THE TASK
Your response should contain each line of the data that includes "edges".
___ DATA FOR PROCESSING
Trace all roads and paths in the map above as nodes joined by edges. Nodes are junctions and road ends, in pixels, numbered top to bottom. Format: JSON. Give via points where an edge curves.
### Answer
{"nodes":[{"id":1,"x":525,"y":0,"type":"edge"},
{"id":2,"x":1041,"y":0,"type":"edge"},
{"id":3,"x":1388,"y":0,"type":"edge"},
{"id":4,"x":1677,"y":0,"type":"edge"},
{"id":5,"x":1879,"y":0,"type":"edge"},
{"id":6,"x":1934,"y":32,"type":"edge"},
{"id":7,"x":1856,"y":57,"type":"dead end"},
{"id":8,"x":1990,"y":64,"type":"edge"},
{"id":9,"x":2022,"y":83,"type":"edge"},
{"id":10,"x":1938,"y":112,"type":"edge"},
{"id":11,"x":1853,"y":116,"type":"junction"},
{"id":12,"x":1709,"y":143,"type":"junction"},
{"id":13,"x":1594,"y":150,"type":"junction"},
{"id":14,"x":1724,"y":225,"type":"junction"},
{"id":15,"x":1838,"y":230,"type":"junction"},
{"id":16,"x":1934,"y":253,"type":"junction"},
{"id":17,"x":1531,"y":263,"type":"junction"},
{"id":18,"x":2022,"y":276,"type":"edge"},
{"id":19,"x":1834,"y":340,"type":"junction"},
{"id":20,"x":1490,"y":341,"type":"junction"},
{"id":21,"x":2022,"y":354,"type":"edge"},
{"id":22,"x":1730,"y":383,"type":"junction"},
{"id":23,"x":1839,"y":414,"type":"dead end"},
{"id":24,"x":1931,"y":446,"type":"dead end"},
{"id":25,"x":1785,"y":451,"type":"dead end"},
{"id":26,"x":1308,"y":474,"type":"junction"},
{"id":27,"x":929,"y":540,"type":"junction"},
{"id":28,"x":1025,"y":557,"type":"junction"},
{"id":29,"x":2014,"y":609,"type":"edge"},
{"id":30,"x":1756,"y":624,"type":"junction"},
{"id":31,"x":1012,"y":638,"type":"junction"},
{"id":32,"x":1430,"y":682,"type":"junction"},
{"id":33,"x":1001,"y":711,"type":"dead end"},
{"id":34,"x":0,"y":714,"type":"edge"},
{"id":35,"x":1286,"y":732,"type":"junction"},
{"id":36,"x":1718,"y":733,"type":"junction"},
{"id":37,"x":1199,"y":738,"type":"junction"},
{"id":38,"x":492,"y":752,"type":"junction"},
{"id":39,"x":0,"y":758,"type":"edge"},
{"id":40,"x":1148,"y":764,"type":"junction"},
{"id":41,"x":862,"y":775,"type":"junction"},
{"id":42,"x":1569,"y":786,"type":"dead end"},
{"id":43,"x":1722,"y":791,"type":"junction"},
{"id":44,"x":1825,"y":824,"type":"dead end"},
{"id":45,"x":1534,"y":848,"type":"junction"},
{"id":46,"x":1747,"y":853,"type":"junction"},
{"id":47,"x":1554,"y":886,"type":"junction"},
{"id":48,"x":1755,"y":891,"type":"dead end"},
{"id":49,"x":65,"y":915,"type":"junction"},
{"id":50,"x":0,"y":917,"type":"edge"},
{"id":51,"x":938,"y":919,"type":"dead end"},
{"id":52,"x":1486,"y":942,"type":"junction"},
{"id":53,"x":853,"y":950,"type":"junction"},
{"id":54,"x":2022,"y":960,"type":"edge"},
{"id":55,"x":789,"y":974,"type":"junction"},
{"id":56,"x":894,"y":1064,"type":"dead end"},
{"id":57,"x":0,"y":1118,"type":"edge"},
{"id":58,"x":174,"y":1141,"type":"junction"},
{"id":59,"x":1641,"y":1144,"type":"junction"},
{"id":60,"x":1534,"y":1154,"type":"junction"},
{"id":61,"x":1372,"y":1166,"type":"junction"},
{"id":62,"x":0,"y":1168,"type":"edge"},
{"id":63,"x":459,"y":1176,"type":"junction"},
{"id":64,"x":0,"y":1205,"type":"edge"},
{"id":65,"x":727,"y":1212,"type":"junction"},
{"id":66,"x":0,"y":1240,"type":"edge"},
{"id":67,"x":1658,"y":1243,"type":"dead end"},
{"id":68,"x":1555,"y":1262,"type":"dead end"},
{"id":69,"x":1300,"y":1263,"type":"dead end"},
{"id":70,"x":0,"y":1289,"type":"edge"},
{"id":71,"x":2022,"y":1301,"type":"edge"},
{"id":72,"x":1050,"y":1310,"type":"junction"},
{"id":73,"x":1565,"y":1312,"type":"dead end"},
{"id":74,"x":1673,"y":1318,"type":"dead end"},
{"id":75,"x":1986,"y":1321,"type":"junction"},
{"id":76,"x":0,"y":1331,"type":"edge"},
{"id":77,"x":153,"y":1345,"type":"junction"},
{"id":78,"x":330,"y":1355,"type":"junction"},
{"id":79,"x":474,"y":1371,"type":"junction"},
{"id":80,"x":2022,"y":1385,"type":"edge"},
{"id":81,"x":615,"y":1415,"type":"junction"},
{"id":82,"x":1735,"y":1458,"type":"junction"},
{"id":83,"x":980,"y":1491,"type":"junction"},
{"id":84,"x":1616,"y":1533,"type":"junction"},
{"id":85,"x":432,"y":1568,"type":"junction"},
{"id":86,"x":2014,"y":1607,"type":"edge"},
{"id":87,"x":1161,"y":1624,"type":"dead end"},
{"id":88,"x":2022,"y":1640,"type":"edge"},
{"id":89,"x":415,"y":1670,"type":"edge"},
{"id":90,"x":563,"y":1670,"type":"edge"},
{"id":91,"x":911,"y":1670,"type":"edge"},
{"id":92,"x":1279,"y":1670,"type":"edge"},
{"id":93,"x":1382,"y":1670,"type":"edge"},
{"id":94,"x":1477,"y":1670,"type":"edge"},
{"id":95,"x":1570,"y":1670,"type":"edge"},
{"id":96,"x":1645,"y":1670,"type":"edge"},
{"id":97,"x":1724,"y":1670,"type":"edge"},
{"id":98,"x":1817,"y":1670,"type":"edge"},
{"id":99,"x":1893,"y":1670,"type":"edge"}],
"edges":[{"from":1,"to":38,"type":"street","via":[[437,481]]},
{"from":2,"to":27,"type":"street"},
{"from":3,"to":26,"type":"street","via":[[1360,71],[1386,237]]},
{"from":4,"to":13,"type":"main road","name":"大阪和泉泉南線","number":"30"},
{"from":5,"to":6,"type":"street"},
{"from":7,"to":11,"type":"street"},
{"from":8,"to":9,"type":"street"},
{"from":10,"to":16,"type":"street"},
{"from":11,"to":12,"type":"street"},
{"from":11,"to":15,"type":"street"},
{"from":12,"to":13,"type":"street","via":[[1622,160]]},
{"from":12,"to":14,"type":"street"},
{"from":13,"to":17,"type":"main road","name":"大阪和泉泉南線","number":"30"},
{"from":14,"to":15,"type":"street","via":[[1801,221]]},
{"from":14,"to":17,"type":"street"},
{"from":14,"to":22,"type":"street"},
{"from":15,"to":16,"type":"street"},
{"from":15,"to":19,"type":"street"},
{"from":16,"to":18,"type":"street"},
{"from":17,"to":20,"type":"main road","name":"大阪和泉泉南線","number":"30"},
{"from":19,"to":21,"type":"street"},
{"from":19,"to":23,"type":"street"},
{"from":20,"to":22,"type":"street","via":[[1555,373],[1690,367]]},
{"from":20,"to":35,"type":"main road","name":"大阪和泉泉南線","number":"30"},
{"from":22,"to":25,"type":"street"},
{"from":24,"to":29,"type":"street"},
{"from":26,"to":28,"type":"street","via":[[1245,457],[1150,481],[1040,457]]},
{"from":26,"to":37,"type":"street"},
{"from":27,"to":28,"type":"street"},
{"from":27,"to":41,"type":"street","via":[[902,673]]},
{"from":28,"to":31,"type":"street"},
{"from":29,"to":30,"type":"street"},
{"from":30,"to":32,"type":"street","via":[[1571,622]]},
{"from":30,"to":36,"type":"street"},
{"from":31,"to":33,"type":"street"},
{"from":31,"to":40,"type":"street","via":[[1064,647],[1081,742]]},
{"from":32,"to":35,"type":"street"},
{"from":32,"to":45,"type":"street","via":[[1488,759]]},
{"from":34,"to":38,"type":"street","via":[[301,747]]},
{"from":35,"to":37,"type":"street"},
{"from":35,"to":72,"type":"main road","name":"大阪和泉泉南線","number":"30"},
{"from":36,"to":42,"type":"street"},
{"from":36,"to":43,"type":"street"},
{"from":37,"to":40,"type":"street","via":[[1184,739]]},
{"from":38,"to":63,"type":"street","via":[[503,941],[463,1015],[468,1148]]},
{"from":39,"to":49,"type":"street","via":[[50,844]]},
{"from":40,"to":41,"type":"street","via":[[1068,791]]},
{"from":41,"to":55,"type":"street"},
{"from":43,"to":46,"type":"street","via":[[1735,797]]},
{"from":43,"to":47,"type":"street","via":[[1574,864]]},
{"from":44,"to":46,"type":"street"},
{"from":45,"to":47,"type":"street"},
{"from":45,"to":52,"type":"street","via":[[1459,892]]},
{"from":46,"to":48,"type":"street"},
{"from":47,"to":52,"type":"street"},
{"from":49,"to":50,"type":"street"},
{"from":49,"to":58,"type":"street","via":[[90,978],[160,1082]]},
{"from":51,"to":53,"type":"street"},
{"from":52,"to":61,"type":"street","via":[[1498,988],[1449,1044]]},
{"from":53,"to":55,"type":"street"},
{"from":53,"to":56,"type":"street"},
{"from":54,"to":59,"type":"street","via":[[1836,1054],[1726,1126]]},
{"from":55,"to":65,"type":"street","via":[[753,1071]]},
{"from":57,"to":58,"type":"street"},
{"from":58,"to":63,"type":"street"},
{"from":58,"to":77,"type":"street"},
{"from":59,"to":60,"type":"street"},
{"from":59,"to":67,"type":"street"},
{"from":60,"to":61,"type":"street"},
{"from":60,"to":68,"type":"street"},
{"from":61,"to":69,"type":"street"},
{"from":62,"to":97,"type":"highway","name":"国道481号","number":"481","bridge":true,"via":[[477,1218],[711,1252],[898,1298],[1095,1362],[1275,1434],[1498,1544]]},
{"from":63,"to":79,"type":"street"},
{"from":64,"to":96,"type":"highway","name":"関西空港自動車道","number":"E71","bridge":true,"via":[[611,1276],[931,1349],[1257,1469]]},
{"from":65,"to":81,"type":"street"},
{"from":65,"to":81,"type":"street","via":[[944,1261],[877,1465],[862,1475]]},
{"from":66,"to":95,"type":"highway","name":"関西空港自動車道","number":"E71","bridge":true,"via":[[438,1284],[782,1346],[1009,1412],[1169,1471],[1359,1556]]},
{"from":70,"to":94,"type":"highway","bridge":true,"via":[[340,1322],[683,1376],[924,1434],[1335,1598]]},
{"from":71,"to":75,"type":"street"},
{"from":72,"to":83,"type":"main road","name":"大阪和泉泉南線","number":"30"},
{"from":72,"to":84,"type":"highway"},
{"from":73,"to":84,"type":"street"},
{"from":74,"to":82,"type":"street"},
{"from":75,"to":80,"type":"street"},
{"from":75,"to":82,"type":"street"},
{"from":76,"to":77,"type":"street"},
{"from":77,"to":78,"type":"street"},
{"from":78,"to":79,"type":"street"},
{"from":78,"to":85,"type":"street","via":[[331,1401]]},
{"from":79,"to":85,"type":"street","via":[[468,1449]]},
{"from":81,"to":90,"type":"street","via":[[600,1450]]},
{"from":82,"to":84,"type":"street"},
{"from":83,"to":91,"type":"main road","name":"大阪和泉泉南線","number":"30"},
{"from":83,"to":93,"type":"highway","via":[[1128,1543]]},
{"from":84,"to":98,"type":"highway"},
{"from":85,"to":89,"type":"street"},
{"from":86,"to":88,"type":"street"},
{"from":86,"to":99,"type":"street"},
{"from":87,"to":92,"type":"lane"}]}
______
SOLUTION
Trace all roads and paths in the map above as nodes joined by edges. Nodes are junctions and road ends, in pixels, numbered top to bottom. Format: JSON. Give via points where an edge curves.
"edges":[{"from":1,"to":38,"type":"street","via":[[437,481]]},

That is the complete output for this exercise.